BRIEF ▸ Filter this data down to the lines that hold "Poppins", and copy them.

MATERIAL FOR THE TASK ▸
————————

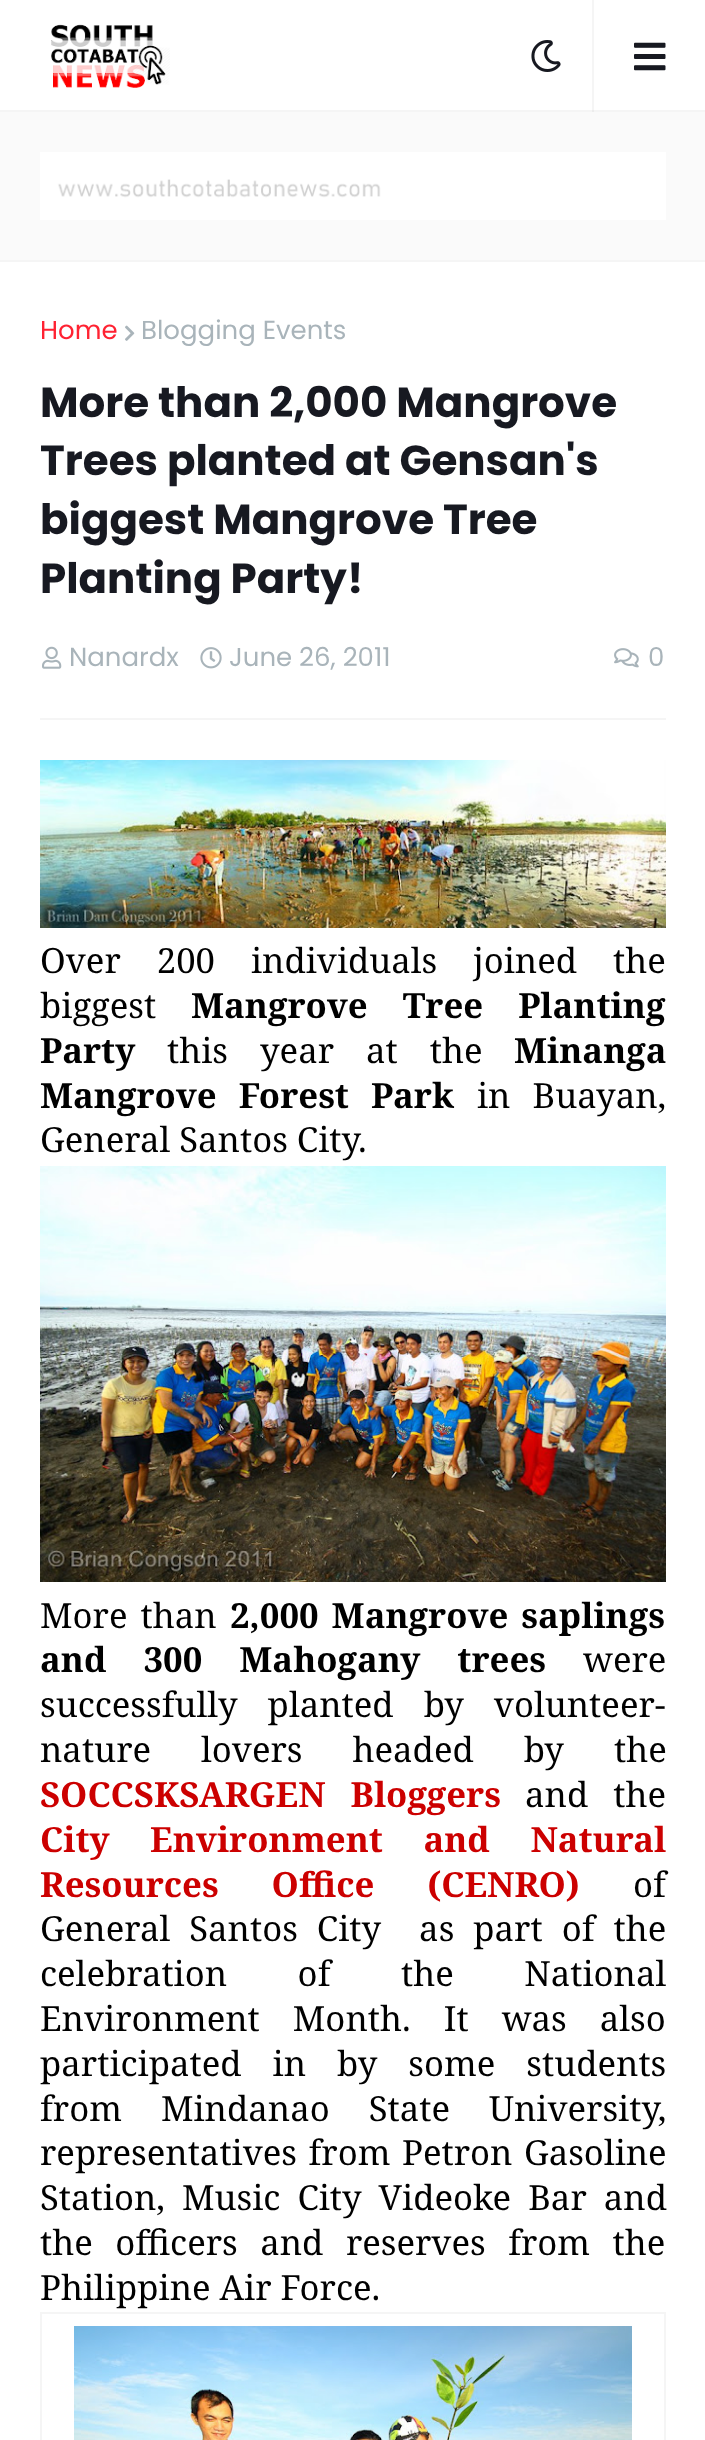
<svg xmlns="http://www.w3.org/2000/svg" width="705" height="2440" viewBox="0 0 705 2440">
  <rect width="100%" height="100%" fill="rgb(255,255,255)"/>
  <rect x="592" y="0" width="2" height="112" fill="rgb(245,245,245)"/>
  <rect x="0" y="110" width="705" height="2" fill="rgb(245,245,245)"/>
  <rect x="592" y="110" width="2" height="2" fill="rgb(236,236,236)"/>
  <image x="51" y="24" width="119" height="64" href="pic1.png"/>
  <image x="531" y="40" width="30" height="32" href="pic2.png"/>
  <image x="634" y="42" width="32" height="29" href="pic3.png"/>
  <rect x="0" y="260" width="705" height="2" fill="rgb(245,245,245)"/>
  <rect x="0" y="112" width="705" height="148" fill="rgb(250,250,250)"/>
  <image x="40" y="152" width="626" height="68" href="pic4.png"/>
  <rect x="40" y="718" width="626" height="2" fill="rgb(245,245,245)"/>
  <text x="40" y="339" font-family="Poppins" font-size="26" fill="rgb(255,34,50)">Home</text>
  <image x="125" y="325" width="10" height="16" href="pic5.png"/>
  <text x="141" y="339" font-family="Poppins" font-size="26" fill="rgb(169,180,186)">Blogging Events</text>
  <g font-family="Poppins" font-size="42" font-weight="bold" fill="rgb(23,25,33)">
    <text>
      <tspan x="40" y="417">More than 2,000 Mangrove</tspan>
      <tspan x="40" y="475">Trees planted at Gensan's</tspan>
      <tspan x="40" y="534">biggest Mangrove Tree</tspan>
      <tspan x="40" y="593">Planting Party!</tspan>
    </text>
  </g>
  <image x="42" y="646" width="20" height="23" href="pic6.png"/>
  <text x="69" y="666" font-family="Poppins" font-size="26" fill="rgb(169,180,186)">Nanardx</text>
  <image x="200" y="647" width="22" height="22" href="pic7.png"/>
  <text x="229" y="666" font-family="Poppins" font-size="26" fill="rgb(169,180,186)">June 26, 2011</text>
  <image x="614" y="648" width="25" height="20" href="pic8.png"/>
  <text x="648" y="666" font-family="Poppins" font-size="26" fill="rgb(169,180,186)">0</text>
  <image x="40" y="760" width="626" height="168" href="pic9.png"/>
  <g font-family="Noto Serif" font-size="34.7" fill="rgb(0,0,0)">
    <text>
      <tspan x="40" y="973" word-spacing="27">Over 200 individuals joined the</tspan>
      <tspan x="40" y="1018">biggest</tspan>
    </text>
  </g>
  <g font-family="Noto Serif" font-size="34.7" font-weight="bold" fill="rgb(0,0,0)">
    <text x="191" y="1018" word-spacing="26">Mangrove Tree Planting</text>
    <text x="40" y="1063">Party</text>
  </g>
  <text x="167" y="1063" word-spacing="23" font-family="Noto Serif" font-size="34.7" fill="rgb(0,0,0)">this year at the</text>
  <g font-family="Noto Serif" font-size="34.7" font-weight="bold" fill="rgb(0,0,0)">
    <text x="514" y="1063">Minanga</text>
    <text x="40" y="1108" word-spacing="13">Mangrove Forest Park</text>
  </g>
  <g font-family="Noto Serif" font-size="34.7" fill="rgb(0,0,0)">
    <text x="477" y="1108" word-spacing="13">in Buayan,</text>
    <text x="40" y="1152">General Santos City.</text>
  </g>
  <image x="40" y="1166" width="626" height="416" href="pic10.png"/>
  <text x="40" y="1628" word-spacing="4" font-family="Noto Serif" font-size="34.7" fill="rgb(0,0,0)">More than</text>
  <g font-family="Noto Serif" font-size="34.7" font-weight="bold" fill="rgb(0,0,0)">
    <text x="230" y="1628" word-spacing="4">2,000 Mangrove saplings</text>
    <text x="40" y="1672" word-spacing="28">and 300 Mahogany trees</text>
  </g>
  <g font-family="Noto Serif" font-size="34.7" fill="rgb(0,0,0)">
    <text x="583" y="1672">were</text>
    <text>
      <tspan x="40" y="1717" word-spacing="21">successfully planted by volunteer-</tspan>
      <tspan x="40" y="1762" word-spacing="41">nature lovers headed by the</tspan>
    </text>
  </g>
  <text x="40" y="1807" word-spacing="16" font-family="Noto Serif" font-size="34.7" font-weight="bold" fill="rgb(204,0,0)">SOCCSKSARGEN Bloggers</text>
  <text x="525" y="1807" word-spacing="16" font-family="Noto Serif" font-size="34.7" fill="rgb(0,0,0)">and the</text>
  <g font-family="Noto Serif" font-size="34.7" font-weight="bold" fill="rgb(204,0,0)">
    <text>
      <tspan x="40" y="1852" word-spacing="31.5">City Environment and Natural</tspan>
      <tspan x="40" y="1897" word-spacing="44">Resources Office (CENRO)</tspan>
    </text>
  </g>
  <g font-family="Noto Serif" font-size="34.7" fill="rgb(0,0,0)">
    <text x="633" y="1897">of</text>
    <text xml:space="preserve"><tspan x="40" y="1941" word-spacing="10">General Santos City  as part of the</tspan><tspan x="40" y="1986" word-spacing="61.5">celebration of the National</tspan><tspan x="40" y="2031" word-spacing="24">Environment Month. It was also</tspan><tspan x="40" y="2076" word-spacing="22">participated in by some students</tspan><tspan x="40" y="2121" word-spacing="30">from Mindanao State University,</tspan><tspan x="40" y="2165" word-spacing="2.5">representatives from Petron Gasoline</tspan><tspan x="40" y="2210" word-spacing="8">Station, Music City Videoke Bar and</tspan><tspan x="40" y="2255" word-spacing="13.5">the officers and reserves from the</tspan><tspan x="40" y="2300">Philippine Air Force.</tspan></text>
  </g>
  <rect x="41" y="2313" width="624" height="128" fill="none" stroke="rgb(245,245,245)" stroke-width="2"/>
  <image x="74" y="2326" width="558" height="114" href="pic11.png"/>
</svg>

————————

RESULT FOR THIS TASK ▸
  <text x="40" y="339" font-family="Poppins" font-size="26" fill="rgb(255,34,50)">Home</text>
  <text x="141" y="339" font-family="Poppins" font-size="26" fill="rgb(169,180,186)">Blogging Events</text>
  <g font-family="Poppins" font-size="42" font-weight="bold" fill="rgb(23,25,33)">
  <text x="69" y="666" font-family="Poppins" font-size="26" fill="rgb(169,180,186)">Nanardx</text>
  <text x="229" y="666" font-family="Poppins" font-size="26" fill="rgb(169,180,186)">June 26, 2011</text>
  <text x="648" y="666" font-family="Poppins" font-size="26" fill="rgb(169,180,186)">0</text>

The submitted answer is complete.